#### Exercise directions
Look through the entries for the string "AVENIDA", and copy each line that holds it.

(Saved data entries)
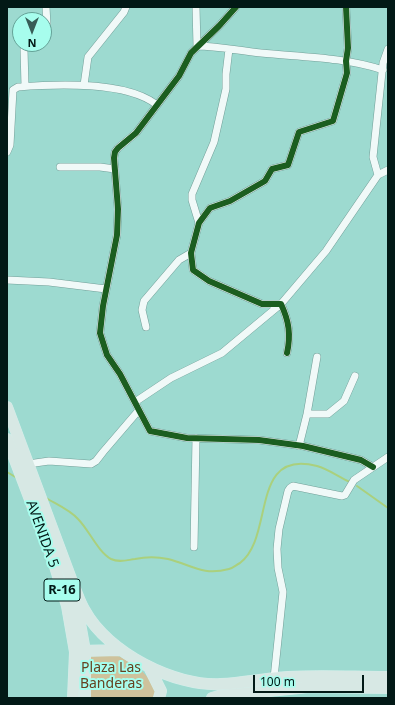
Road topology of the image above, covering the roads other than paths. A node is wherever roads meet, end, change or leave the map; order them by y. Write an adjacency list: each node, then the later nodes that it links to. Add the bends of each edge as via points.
1 (126, 7): 11 (street, via 88,57)
2 (196, 7): 5 (street)
3 (236, 7): 5 (street)
4 (346, 7): 9 (street)
5 (197, 46): 6 (street); 13 (street)
6 (229, 49): 9 (street); 19 (street, via 226,89 214,142 192,194)
7 (388, 49): 10 (street)
8 (24, 52): 12 (street)
9 (346, 60): 10 (street); 19 (street, via 347,73 333,121 299,132 288,165 272,169 265,180 230,201 210,208)
10 (383, 70): 18 (street, via 373,157)
11 (84, 85): 12 (street); 13 (street, via 126,91 149,99)
12 (25, 86): 14 (street, via 13,90 10,145)
13 (157, 105): 16 (street, via 136,133 115,152)
14 (7, 152)
15 (60, 167): 16 (street)
16 (115, 169): 22 (street, via 117,235)
17 (388, 170): 18 (street)
18 (378, 176): 23 (street, via 326,251)
19 (199, 223): 20 (street)
20 (191, 253): 23 (street, via 193,270 209,281 262,304); 24 (street, via 179,260 144,301 142,310)
21 (7, 280): 22 (street, via 49,282)
22 (106, 290): 28 (street, via 100,333 107,355)
23 (281, 304): 25 (street, via 290,340); 28 (street, via 222,353 171,378)
24 (146, 327)
25 (287, 353)
26 (317, 357): 31 (street)
27 (355, 376): 31 (street, via 344,401 328,414)
28 (135, 402): 30 (street)
29 (7, 406): 36 (main road, AVENIDA 5 / R-16)
30 (140, 410): 32 (street, via 150,431); 36 (street, via 91,464 50,461)
31 (307, 414): 34 (street)
32 (196, 438): 34 (street, via 259,440); 38 (street)
33 (7, 439): 41 (main road, AVENIDA 5 / R-16, via 53,560)
34 (299, 446): 37 (street, via 361,460)
35 (388, 457): 37 (street)
36 (28, 464): 39 (main road, AVENIDA 5 / R-16)
37 (373, 467): 44 (street, via 354,480 342,496 293,486 288,491 277,549 283,592)
38 (194, 547)
39 (73, 584): 40 (main road, via 85,612); 41 (main road, AVENIDA 5 / R-16)
40 (120, 650): 41 (main road); 42 (main road)
41 (80, 651): 46 (main road, AVENIDA 5 / R-16); 47 (main road, AVENIDA 5 / R-16)
42 (149, 667): 44 (main road, via 194,683 220,684); 48 (main road, via 161,690)
43 (388, 677): 44 (main road)
44 (274, 678)
45 (388, 688): 49 (main road, via 309,687)
46 (73, 698)
47 (85, 698)
48 (159, 698)
49 (212, 698)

#### Response below
29 (7, 406): 36 (main road, AVENIDA 5 / R-16)
33 (7, 439): 41 (main road, AVENIDA 5 / R-16, via 53,560)
36 (28, 464): 39 (main road, AVENIDA 5 / R-16)
39 (73, 584): 40 (main road, via 85,612); 41 (main road, AVENIDA 5 / R-16)
41 (80, 651): 46 (main road, AVENIDA 5 / R-16); 47 (main road, AVENIDA 5 / R-16)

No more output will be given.